Trumbo (Cranston) was one of the leading lefties in Tinseltown, espousing pro-Union an pro-Socialist causes. While he had joined the Communist party in 1943, he wasn’t what you’d call a hard-liner; he was always more of a Socialist than a Communist, but “socialist” was even worse at the time, as the Nazis stylized themselves as Socialists. When unions went out on strike, he would never ever cross a picket line.

But the times, they were a’changing. Soviet Russia was no longer a war ally and the Cold War was beginning in earnest. Washington was beginning to look at Communist elements in our midst and in Hollywood especially. The House of Un-American Activities Committee, or HUAC, took an interest in Trumbo because of his outspoken support for leftist causes and of course his membership in the Communist.Party also made him a target. The vitriol of gossip columnist Hedda Hopper (Mirren) who saw Trumbo as the embodiment of the enemy was leveled on Trumbo and she campaigned vigorously with the studio heads to get him fired, particularly Louis B. Mayer (Portnow) who is Trumbo’s boss. Once he is slapped with a contempt of Congress charge however, Mayer has the ammunition to let him go.

And thus begins the blacklist as Trumbo and nine other writers and directors who refuse to testify in front of HUAC are denied employment for any of the major studios. Trumbo scrapes ekes out a living by writing movies and then having non-blacklisted “front” for them; that is, putting his scripts under their name and taking a part of the compensation for it. It is in this way that he wrote Roman Holiday for which he received an Oscar, although it was Ian McLellan Hunter (Tudyk) who received credit and picked up the Oscar (a statuette was delivered to Trumbo’s widow posthumously).

Trumbo also wrote B movies for the schlockmeister Frank King (Goodman) and his brother Hymie (Root) including The Brave One, written under a pseudonym and also an Oscar winner (this one he received while he was still alive). However, in order to keep up the sheer volume of work he needed in order to meet the demands of the King Brothers and of course keep his family fed and housed and clothed, he had to work an enormous amount of time, employing his family particularly daughter Chloe (Fanning) as a kind of personal assistant while his wife Cleo (Lane) held things together. The toll on his relationships within the family would become nearly intolerable. It also sundered friendships as his friend Arlen Hird (C.K.) disagreed strongly with Trumbo’s methods while actor Edward G. Robinson (Stuhlbarg) found that his own career had been torpedoed by allegations and was put in the horrible position of either naming friends to HUAC or risk seeing his career end in flames.

Bryan Cranston was nominated for an Oscar for the title role and I can tell you flat-out that the nomination was richly deserved – in fact I like his performance better than winner Leonardo di Caprio’s.

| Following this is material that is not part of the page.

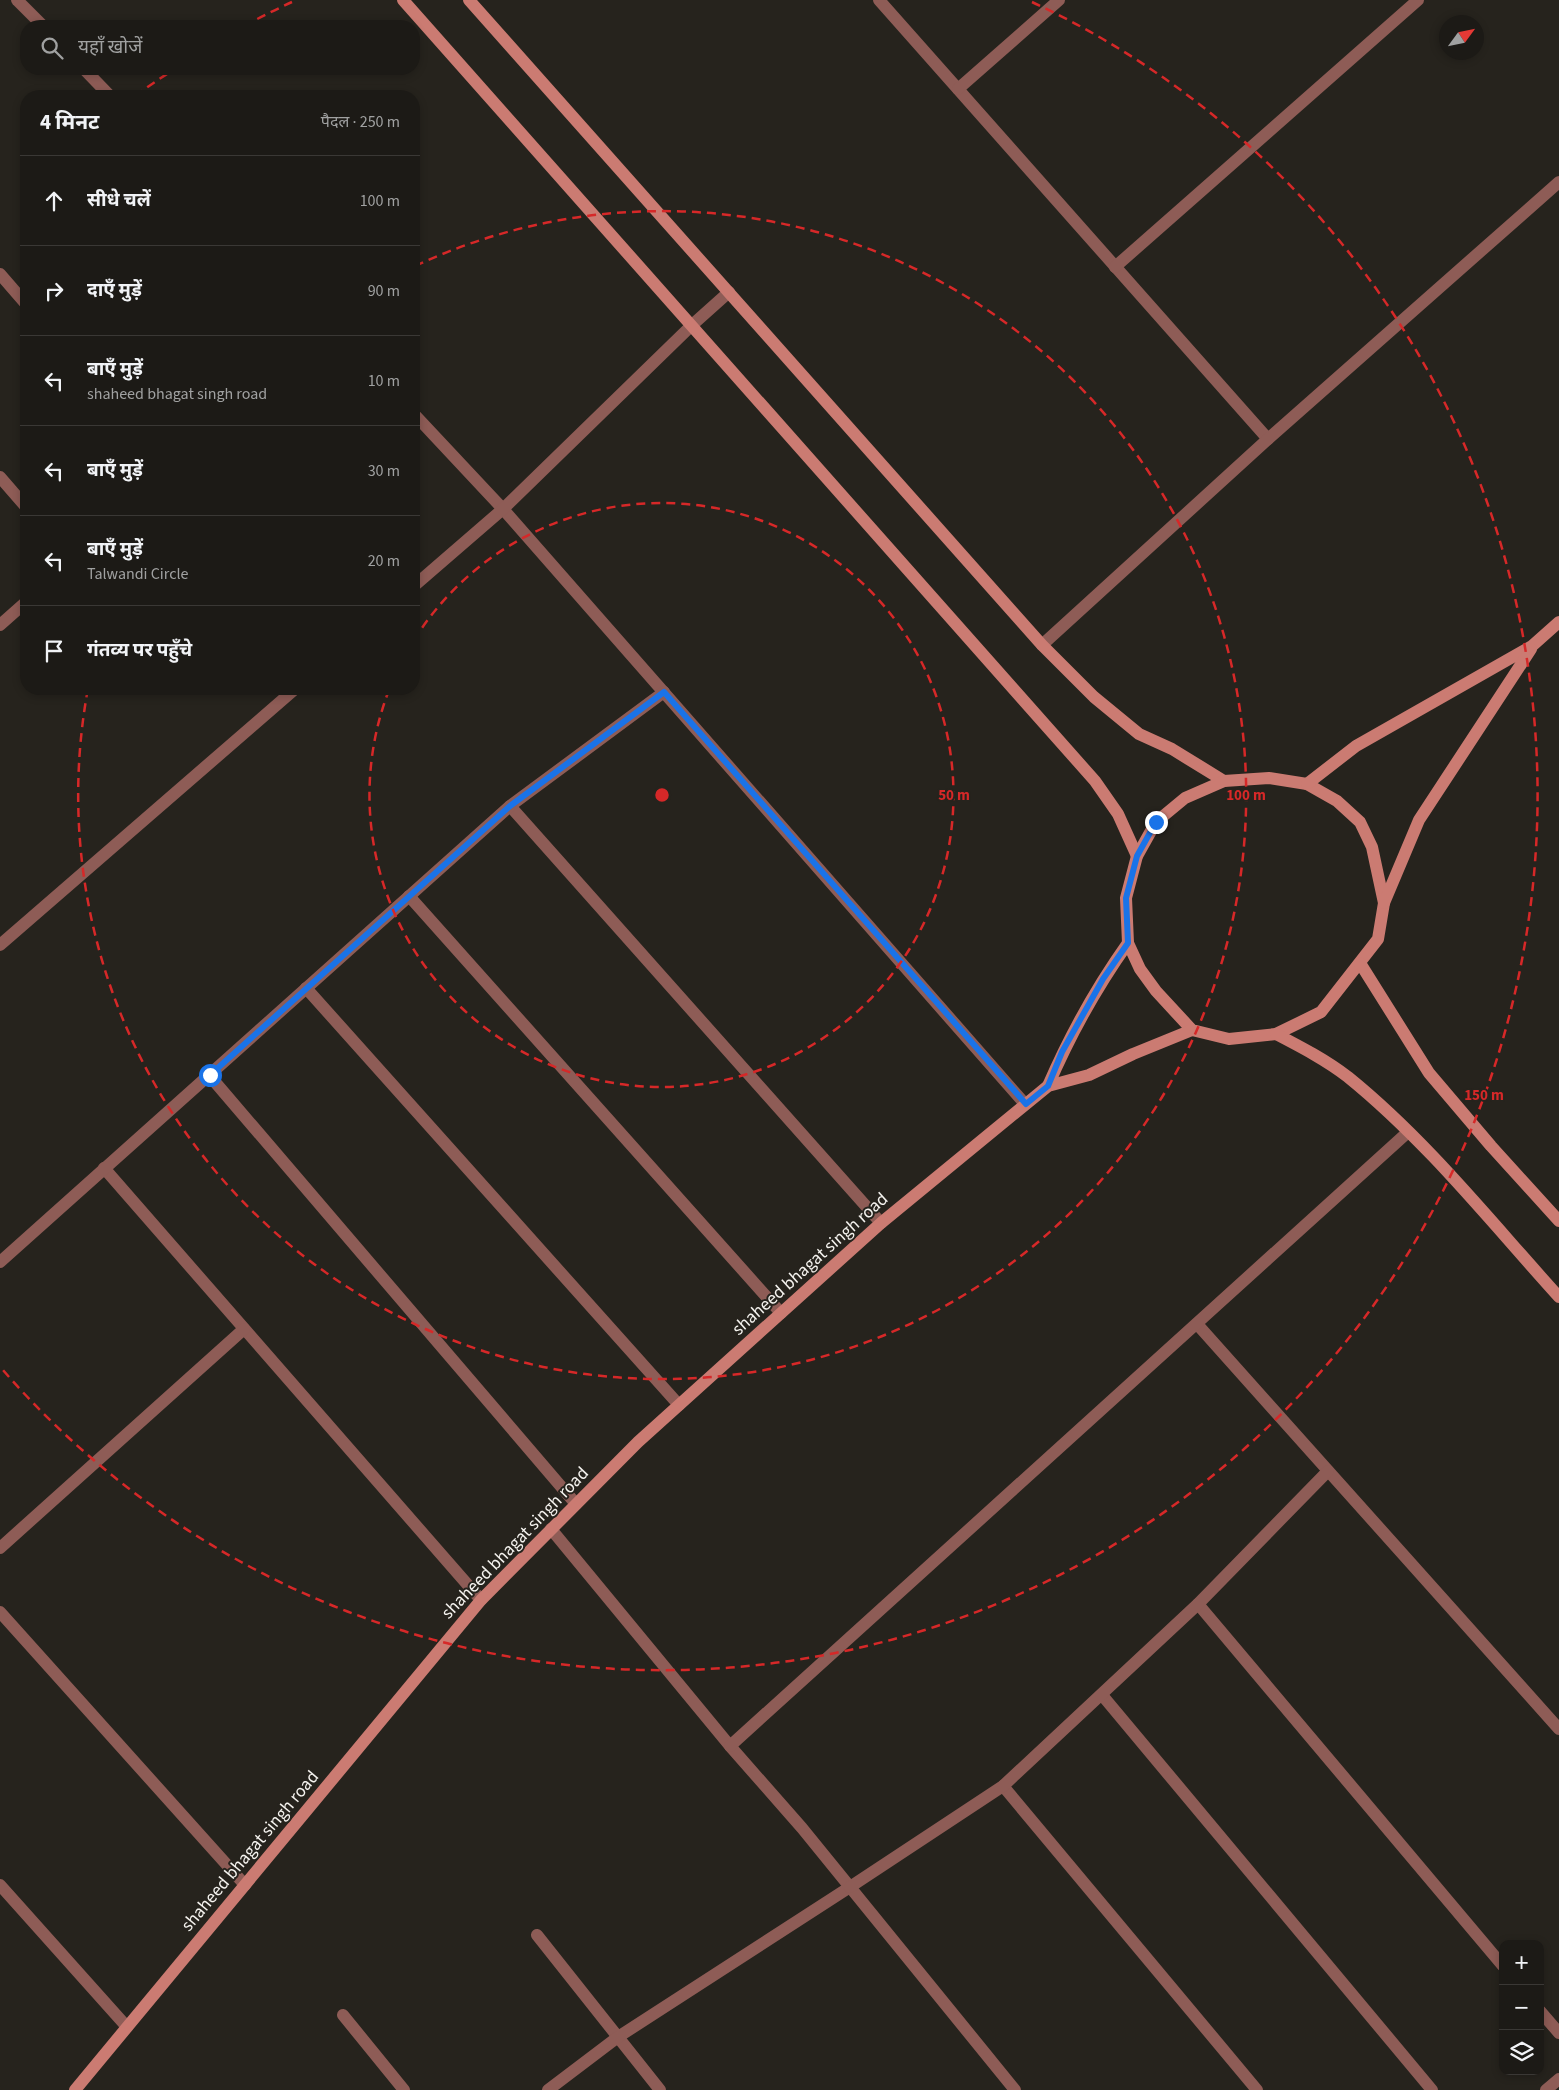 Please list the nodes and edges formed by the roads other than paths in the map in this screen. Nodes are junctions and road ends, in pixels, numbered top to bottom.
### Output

He captures a lot of the real Dalton Trumbo’s mannerisms from the clipped speech, the hunched over posture and the witticisms along with the look; his trademark moustache and cigarette holder. He looks the part and quite frankly, he dominates the screen here.

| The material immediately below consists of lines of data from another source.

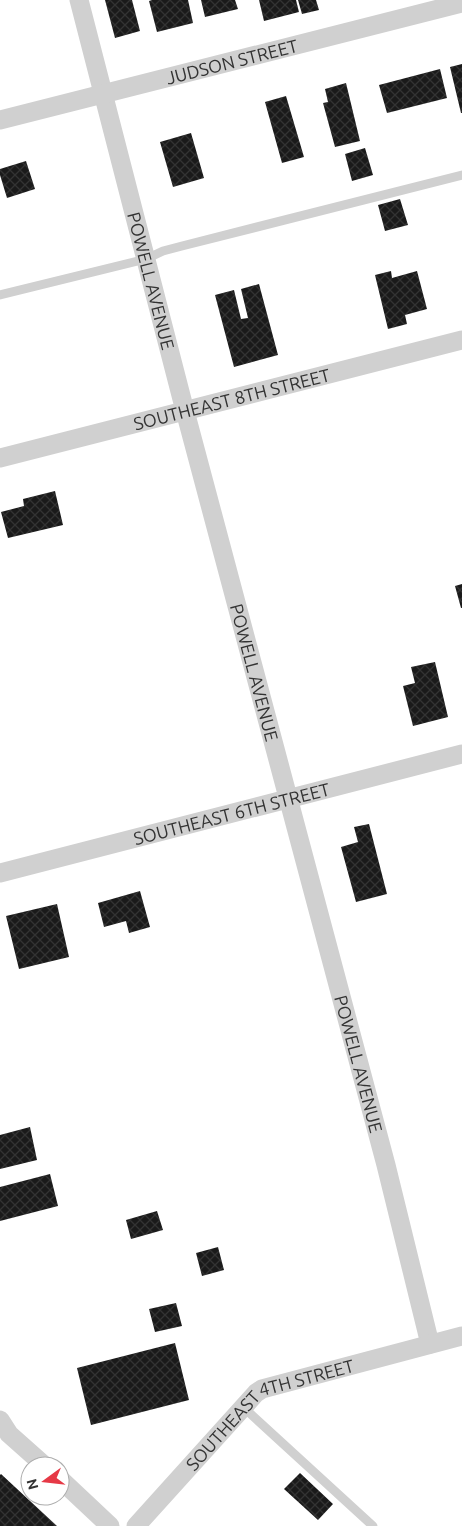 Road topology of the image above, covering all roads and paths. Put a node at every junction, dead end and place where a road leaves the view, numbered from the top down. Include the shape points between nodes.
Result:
1 (78, 0) edge
2 (462, 3) edge
3 (104, 94) junction
4 (0, 120) edge
5 (462, 175) edge
6 (146, 259) junction
7 (0, 295) edge
8 (462, 340) edge
9 (185, 411) junction
10 (0, 458) edge
11 (462, 754) edge
12 (288, 799) junction
13 (0, 873) edge
14 (462, 1336) edge
15 (430, 1344) junction
16 (243, 1407) junction
17 (1, 1423) edge
18 (34, 1456) edge
19 (70, 1488) edge
20 (110, 1526) edge
21 (136, 1526) edge
22 (373, 1526) edge

1 - 3 street, POWELL AVENUE
2 - 3 street, JUDSON STREET
3 - 4 street, JUDSON STREET
3 - 6 street, POWELL AVENUE
5 - 6 lane via 163,251
6 - 7 lane
6 - 9 street, POWELL AVENUE
8 - 9 street, SOUTHEAST 8TH STREET
9 - 10 street, SOUTHEAST 8TH STREET
9 - 12 street, POWELL AVENUE
11 - 12 street, SOUTHEAST 6TH STREET
12 - 13 street, SOUTHEAST 6TH STREET
12 - 15 street, POWELL AVENUE via 386,1165
14 - 15 street, SOUTHEAST 4TH STREET
15 - 16 street, SOUTHEAST 4TH STREET via 270,1386 256,1393
16 - 21 street, SOUTHEAST 4TH STREET
16 - 22 lane
17 - 18 street
19 - 20 street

The script captures the paranoia and despair of the time. The conversations between Trumbo and Arlen Hird are really the heart of the picture, setting up the dichotomy between capitalism and socialism (again, Trumbo wasn’t really a true communist) and questioning the motives of his crusade. A speech near the end of the film is an emotional moment that underlines the true cost of the blacklist and of other events like it.

I have to admit though that I was extremely disappointed by some of the historical inaccuracies here. While I don’t mind using Hird as a fictitious amalgam of real people, I do object to writer John McNamara characterizing a particular character here as naming names to HUAC when historically he did not; there were plenty of real people who did supply names to the witch hunters and there’s no need to drag a person’s name through the mud unnecessarily. A fictitious character could even have been created to play the same role but the way that this was done is something I really don’t approve of. I don’t mind fudging history for the sake of dramatic impact, but I do mind tarnishing the reputation of someone who didn’t earn it. While Hopper who is portrayed here as a crude, egocentric and vindictive woman – all things that contemporary accounts support – and her descendents can’t complain of the narrative here, the family of that one character has grounds to object. Sometimes dramatic license shouldn’t trump sensitivity to those close to the people in question.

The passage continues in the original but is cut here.